Singer's Left would recognise that human nature is neither inherently good nor infinitely malleable. It would accept that some inequalities are not caused by "discrimination, prejudice, oppression or social conditioning". It would expect people to compete in pursuit of their own interests, or those of their kin, but also to respond positively to offers of co-operation, when satisfied that these are genuine. It would stand up for the weak, the poor and oppressed, "but think very carefully about what social and economic changes will really work to benefit them". By the sound of it, Singer's Left is already in power.

Speaking as he does from a position of sympathy, Singer conveys the impression that for a Darwinian Left, there is no alternative. "In some ways," he concludes, "this is a sharply deflated vision of the left, its utopian ideas replaced by a coolly realistic view of what can be achieved. That is, I think, the best we can do today - and it is still a much more positive view than many on the left have assumed to be implied in a Darwinian understanding of human nature." In other words, things could be worse. It's not much of a rallying cry, let alone a campaign slogan.

Socialists a century ago were understandably wary about a scientific principle expressed as "survival of the fittest". It was hard to see how such a doctrine, inspired after all by Malthus, could be any help to a movement based on the co-operative spirit. Since the 1960s, however, modern Darwinists have become fascinated by the conditions that induce individuals to help each other. They assume selfishness in order to make sense of altruism, and use a theory based on competition to understand co-operation. Any left-wing tendency today must do the same, if it aspires to more than sentiment.

The broad picture that emerges from the current evolutionary paradigm is of a human nature that is universal, shaped by Darwinian selection pressures, and differently accented in each sex. Racial differences, the undead of human biology, are not ruled out, but they are not expected and not sought. Innate inequalities among individuals are accepted, while remaining peripheral to the interests of evolutionary psychology; especially to the program defined by that name by John Tooby, Leda Cosmides and like-minded thinkers. They are the peculiar enthusiasm of psychologists of a different stripe. While they are also grist to the mill of some conservatives, notably Charles Murray, they should present no insuperable difficulties to any Left with a modicum of self-confidence. Inequality was implicit in the formula for communism: from each according to their ability; to each according to their needs.

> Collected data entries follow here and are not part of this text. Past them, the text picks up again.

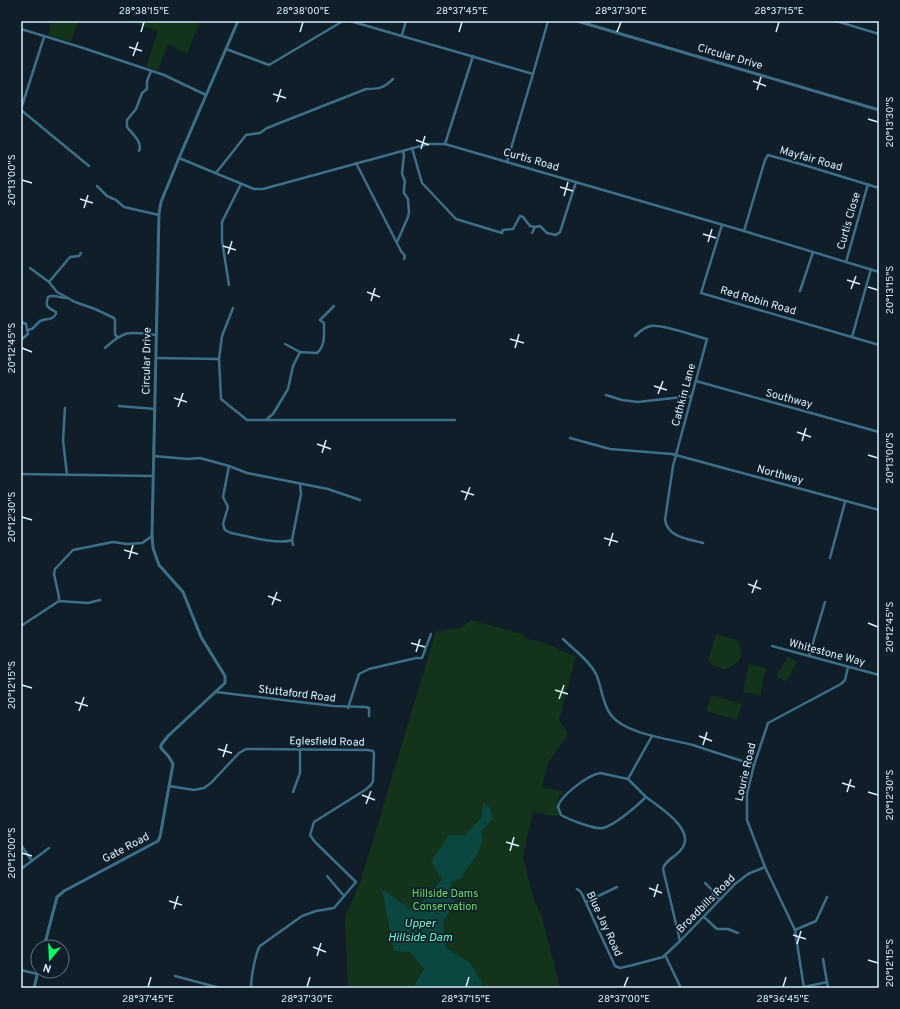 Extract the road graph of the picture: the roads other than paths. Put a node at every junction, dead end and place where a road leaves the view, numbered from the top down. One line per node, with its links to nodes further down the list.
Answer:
1 (238, 21): 12 (street, Circular Drive)
2 (344, 21): 12 (street)
3 (350, 21): 10 (street)
4 (406, 21): 10 (street)
5 (548, 21): 15 (street)
6 (577, 21): 19 (street, Circular Drive)
7 (836, 21): 9 (street)
8 (21, 29): 11 (street)
9 (879, 34)
10 (402, 35): 13 (street)
11 (44, 37): 14 (street); 18 (street)
12 (226, 49): 17 (street, Circular Drive)
13 (472, 56): 15 (street); 20 (street)
14 (151, 71): 17 (street); 23 (street)
15 (534, 74): 25 (street)
16 (393, 79): 28 (street)
17 (206, 94): 24 (street, Circular Drive)
18 (21, 109): 27 (street)
19 (879, 110)
20 (445, 144): 21 (street, Curtis Road); 25 (street, Curtis Road)
21 (412, 148): 22 (street, Curtis Road); 36 (street)
22 (402, 151): 26 (street, Curtis Road); 39 (street)
23 (139, 152)
24 (179, 158): 28 (street, Curtis Road); 34 (street, Circular Drive)
25 (507, 162): 29 (street, Curtis Road)
26 (356, 163): 30 (street, Curtis Road); 39 (street)
27 (89, 166)
28 (216, 173): 30 (street, Curtis Road)
29 (576, 182): 35 (street, Curtis Road); 36 (street)
30 (241, 184): 48 (street)
31 (868, 184): 33 (street, Mayfair Road); 37 (street, Mayfair Road); 43 (street, Curtis Close)
32 (97, 186): 34 (street)
33 (879, 188)
34 (159, 215): 55 (street, Circular Drive)
35 (722, 225): 37 (street, Curtis Road); 58 (street, Red Robin Road)
36 (535, 228): 38 (street)
37 (744, 231): 40 (street, Curtis Road)
38 (532, 233)
39 (397, 243): 42 (street)
40 (813, 252): 43 (street, Curtis Road); 49 (street)
41 (81, 253): 47 (street)
42 (404, 259)
43 (846, 262): 45 (street, Curtis Road)
44 (30, 268): 47 (street)
45 (871, 269): 46 (street, Curtis Road); 58 (street)
46 (879, 272)
47 (49, 282): 50 (street)
48 (229, 285)
49 (800, 291)
50 (67, 298): 54 (street); 57 (street)
51 (334, 306): 63 (street)
52 (233, 308): 65 (street)
53 (21, 322): 54 (street)
54 (27, 330): 59 (street)
55 (157, 335): 57 (street); 64 (street, Circular Drive)
56 (635, 336): 66 (street, Cathkin Lane)
57 (117, 337): 62 (street)
58 (852, 337): 61 (street, Red Robin Road)
59 (21, 340)
60 (284, 344): 63 (street)
61 (879, 345)
62 (105, 348)
63 (300, 352): 72 (street)
64 (156, 358): 65 (street); 71 (street, Circular Drive)
65 (219, 359): 72 (street)
66 (696, 381): 68 (street, Cathkin Lane); 74 (street, Southway)
67 (606, 395): 68 (street)
68 (691, 396): 76 (street, Cathkin Lane)
69 (119, 406): 71 (street)
70 (65, 408): 80 (street)
71 (155, 409): 77 (street, Circular Drive)
72 (267, 420): 73 (street)
73 (455, 420)
74 (879, 432)
75 (570, 438): 76 (street, Northway)
76 (676, 455): 84 (street, Northway); 88 (street, Cathkin Lane)
77 (154, 456): 78 (street); 81 (street, Circular Drive)
78 (228, 466): 82 (street); 87 (street)
79 (21, 474): 80 (street)
80 (67, 475): 81 (street)
81 (153, 476): 86 (street, Circular Drive)
82 (300, 484): 83 (street); 87 (street)
83 (360, 500)
84 (845, 502): 85 (street, Northway); 90 (street)
85 (879, 510)
86 (152, 536): 92 (street); 101 (street, Circular Drive)
87 (292, 540): 89 (street)
88 (703, 543)
89 (293, 545)
90 (830, 558)
91 (100, 600): 92 (street)
92 (58, 601): 94 (street)
93 (825, 602): 98 (street)
94 (21, 626)
95 (431, 634): 102 (street)
96 (563, 639): 104 (street)
97 (772, 646): 98 (street, Whitestone Way)
98 (810, 656): 99 (street, Whitestone Way)
99 (848, 667): 100 (street, Whitestone Way); 106 (street, Lourie Road)
100 (879, 675)
101 (216, 692): 102 (street, Stuttaford Road); 108 (street, Gate Road)
102 (348, 708): 103 (street, Stuttaford Road)
103 (369, 716)
104 (652, 736): 106 (street); 107 (street)
105 (300, 749): 108 (street, Eglesfield Road); 109 (street); 120 (street, Eglesfield Road)
106 (754, 764): 114 (street, Lourie Road)
107 (628, 779): 110 (street); 110 (street)
108 (169, 786): 127 (street, Gate Road)
109 (294, 792)
110 (646, 797): 128 (street)
111 (21, 845): 113 (street)
112 (49, 848): 113 (street)
113 (32, 860): 115 (street)
114 (764, 867): 122 (street, Broadbills Road); 125 (street, Lourie Road)
115 (21, 869)
116 (327, 876): 120 (street)
117 (705, 883): 122 (street)
118 (617, 887): 123 (street)
119 (578, 889): 123 (street, Blue Jay Road)
120 (344, 896): 135 (street)
121 (828, 897): 125 (street)
122 (721, 899): 124 (street, Broadbills Road)
123 (586, 902): 129 (street, Blue Jay Road)
124 (704, 918): 126 (street); 128 (street, Broadbills Road)
125 (794, 930): 133 (street, Lourie Road)
126 (738, 932)
127 (46, 939)
128 (680, 941): 129 (street, Blue Jay Road)
129 (665, 955): 136 (street)
130 (823, 959): 132 (street)
131 (174, 976): 134 (street)
132 (827, 982): 133 (street); 137 (street)
133 (804, 987)
134 (220, 988)
135 (251, 988)
136 (681, 988)
137 (828, 988)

In the era of labour, even the most overweening snobs recognised deep down that they needed the workers. Today the working class has been eradicated; not in actual fact, but as a political force and, in this country at least, as a recognised estate. The trees are still there, but they are no longer seen as a wood. When the working class was respected, it underwrote the self-respect of individual workers. Although the workers' social status was low in rank, it was accorded a significant value.

Membership of a class was also regarded as a matter of fortune rather than a measure of ability. Nowadays, though, individuals are presumed to determine their own rank, according to their capacities and their application. Low-ranking jobs do not enjoy compensatory status. Heavy industrial jobs, earning respect for the strength and commitment they demanded, have either disappeared or seem obsolete. Automation has eroded the sense that society depends on labour. Without the acknowledgement that even humble jobs matter, there is nothing to check or balance meritocracy.

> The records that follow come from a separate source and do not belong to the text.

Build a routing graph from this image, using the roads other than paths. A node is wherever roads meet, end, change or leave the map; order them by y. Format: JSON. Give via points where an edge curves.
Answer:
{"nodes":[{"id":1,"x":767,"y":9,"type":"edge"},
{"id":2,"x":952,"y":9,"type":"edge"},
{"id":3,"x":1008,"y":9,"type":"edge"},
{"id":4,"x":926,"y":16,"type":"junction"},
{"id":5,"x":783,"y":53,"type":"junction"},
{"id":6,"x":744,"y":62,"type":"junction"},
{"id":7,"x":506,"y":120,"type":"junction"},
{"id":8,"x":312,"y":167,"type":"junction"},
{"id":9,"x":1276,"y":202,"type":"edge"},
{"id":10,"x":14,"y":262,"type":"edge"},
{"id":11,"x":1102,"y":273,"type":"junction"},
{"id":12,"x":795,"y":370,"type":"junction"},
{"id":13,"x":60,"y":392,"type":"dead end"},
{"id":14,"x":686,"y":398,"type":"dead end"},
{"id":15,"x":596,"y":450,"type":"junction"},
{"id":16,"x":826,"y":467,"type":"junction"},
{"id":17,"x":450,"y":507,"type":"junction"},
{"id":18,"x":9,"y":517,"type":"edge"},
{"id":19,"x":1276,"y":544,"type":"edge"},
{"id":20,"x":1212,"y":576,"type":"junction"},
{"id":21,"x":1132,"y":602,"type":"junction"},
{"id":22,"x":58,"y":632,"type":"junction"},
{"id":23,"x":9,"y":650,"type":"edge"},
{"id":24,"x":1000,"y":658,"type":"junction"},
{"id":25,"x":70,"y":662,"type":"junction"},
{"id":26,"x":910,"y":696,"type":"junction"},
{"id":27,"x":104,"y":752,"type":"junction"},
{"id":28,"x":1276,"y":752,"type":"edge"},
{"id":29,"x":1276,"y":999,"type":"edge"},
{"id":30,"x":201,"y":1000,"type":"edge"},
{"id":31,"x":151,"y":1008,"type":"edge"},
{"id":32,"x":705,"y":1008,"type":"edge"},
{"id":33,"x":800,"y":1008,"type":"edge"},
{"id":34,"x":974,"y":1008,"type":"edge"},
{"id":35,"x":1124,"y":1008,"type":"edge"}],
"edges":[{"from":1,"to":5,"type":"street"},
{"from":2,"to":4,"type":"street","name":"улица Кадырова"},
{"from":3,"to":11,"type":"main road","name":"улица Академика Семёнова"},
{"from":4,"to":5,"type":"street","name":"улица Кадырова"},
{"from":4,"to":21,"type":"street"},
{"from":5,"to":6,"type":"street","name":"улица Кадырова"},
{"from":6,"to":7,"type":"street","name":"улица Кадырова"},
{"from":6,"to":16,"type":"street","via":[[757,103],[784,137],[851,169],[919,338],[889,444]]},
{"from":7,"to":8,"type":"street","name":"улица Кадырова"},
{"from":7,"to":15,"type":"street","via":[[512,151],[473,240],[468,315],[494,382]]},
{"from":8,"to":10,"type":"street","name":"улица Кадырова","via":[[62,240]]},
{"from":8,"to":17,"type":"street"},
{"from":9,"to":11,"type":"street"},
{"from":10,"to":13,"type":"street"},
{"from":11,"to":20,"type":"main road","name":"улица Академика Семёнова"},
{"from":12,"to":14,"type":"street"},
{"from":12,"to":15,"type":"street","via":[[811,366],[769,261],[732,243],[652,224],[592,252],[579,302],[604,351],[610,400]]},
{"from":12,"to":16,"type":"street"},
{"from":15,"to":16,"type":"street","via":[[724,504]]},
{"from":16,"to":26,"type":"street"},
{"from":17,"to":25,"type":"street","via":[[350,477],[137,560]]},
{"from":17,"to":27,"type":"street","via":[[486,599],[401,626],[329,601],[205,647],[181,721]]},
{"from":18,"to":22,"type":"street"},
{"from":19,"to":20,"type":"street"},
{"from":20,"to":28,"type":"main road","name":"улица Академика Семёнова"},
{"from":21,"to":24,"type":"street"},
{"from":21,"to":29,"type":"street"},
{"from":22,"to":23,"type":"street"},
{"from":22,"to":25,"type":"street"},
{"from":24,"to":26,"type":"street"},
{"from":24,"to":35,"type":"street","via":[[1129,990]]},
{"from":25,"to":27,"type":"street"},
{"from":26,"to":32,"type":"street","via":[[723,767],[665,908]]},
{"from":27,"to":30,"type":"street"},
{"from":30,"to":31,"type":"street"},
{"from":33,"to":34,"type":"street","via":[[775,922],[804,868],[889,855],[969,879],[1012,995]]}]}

A particularly cruel twist in a world of winner-take-all celebrity is the suggestion that ordinary young people of low status should take the most extraordinary individuals, typically sportspeople, as 'role models'. Since by definition there is only room for a handful of champions, almost everybody who sets them as their standard is doomed to failure. The idea of the role model requires a rose-tinted view of competition, in which the winners are there for the losers. It looks somewhat different from a perspective informed by Darwinism, primatology and anthropology. Prehistoric people measured themselves against the small numbers of peers with whom they lived; as did most people in historic times, until the recent onrush of urbanisation. They never encountered a world champion, so they never realised just how high the ladder of status could go. World champion sportspeople are the de facto winners of a status competition that includes spectators as well as those who actually take the field. The same is also true of beauty, with more deeply pervasive consequences. Supermodels and movie stars are the virtual winners of a globalised sexual selection process, triumphing over their audiences as well as their peers.

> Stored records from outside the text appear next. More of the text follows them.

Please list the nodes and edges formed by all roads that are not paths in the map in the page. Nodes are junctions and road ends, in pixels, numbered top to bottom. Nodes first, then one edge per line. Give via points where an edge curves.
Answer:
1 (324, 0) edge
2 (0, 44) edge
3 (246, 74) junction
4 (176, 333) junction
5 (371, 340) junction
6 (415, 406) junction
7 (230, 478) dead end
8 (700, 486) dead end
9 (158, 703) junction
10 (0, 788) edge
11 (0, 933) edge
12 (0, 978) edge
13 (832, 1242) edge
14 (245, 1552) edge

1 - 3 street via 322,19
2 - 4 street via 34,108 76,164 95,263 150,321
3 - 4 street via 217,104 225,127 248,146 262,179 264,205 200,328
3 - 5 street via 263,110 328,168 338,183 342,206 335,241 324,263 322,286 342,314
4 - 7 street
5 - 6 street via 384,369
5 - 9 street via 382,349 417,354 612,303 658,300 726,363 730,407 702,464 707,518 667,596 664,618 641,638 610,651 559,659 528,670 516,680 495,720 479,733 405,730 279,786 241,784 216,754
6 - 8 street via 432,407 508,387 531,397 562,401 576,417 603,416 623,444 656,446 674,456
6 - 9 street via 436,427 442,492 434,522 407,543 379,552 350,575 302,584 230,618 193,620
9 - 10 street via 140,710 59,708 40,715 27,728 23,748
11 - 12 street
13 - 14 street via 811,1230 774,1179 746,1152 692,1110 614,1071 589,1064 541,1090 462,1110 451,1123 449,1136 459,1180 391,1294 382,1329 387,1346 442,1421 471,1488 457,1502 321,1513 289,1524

The pertinence of evolutionary thought lies in its facility for interpreting a series of phenomena that have become salient since the developed market economies passed the threshold of affluence and accelerated away. It is attuned to stress, sexual display, conspicuous consumption, and a Red Queen world in which everybody has to run faster and faster just to stay in the same place.

In this respect the publicists of evolutionary psychology have spun their theory the wrong way. They have dwelt heavily on the idea that human nature is out of date, having evolved to meet conditions remote from our modern way of life. But if we do have an evolved nature, highly developed technological societies might actually render it more visible, by freeing it from physical burdens, than it has been since the advent of farming, towns and epidemic disease.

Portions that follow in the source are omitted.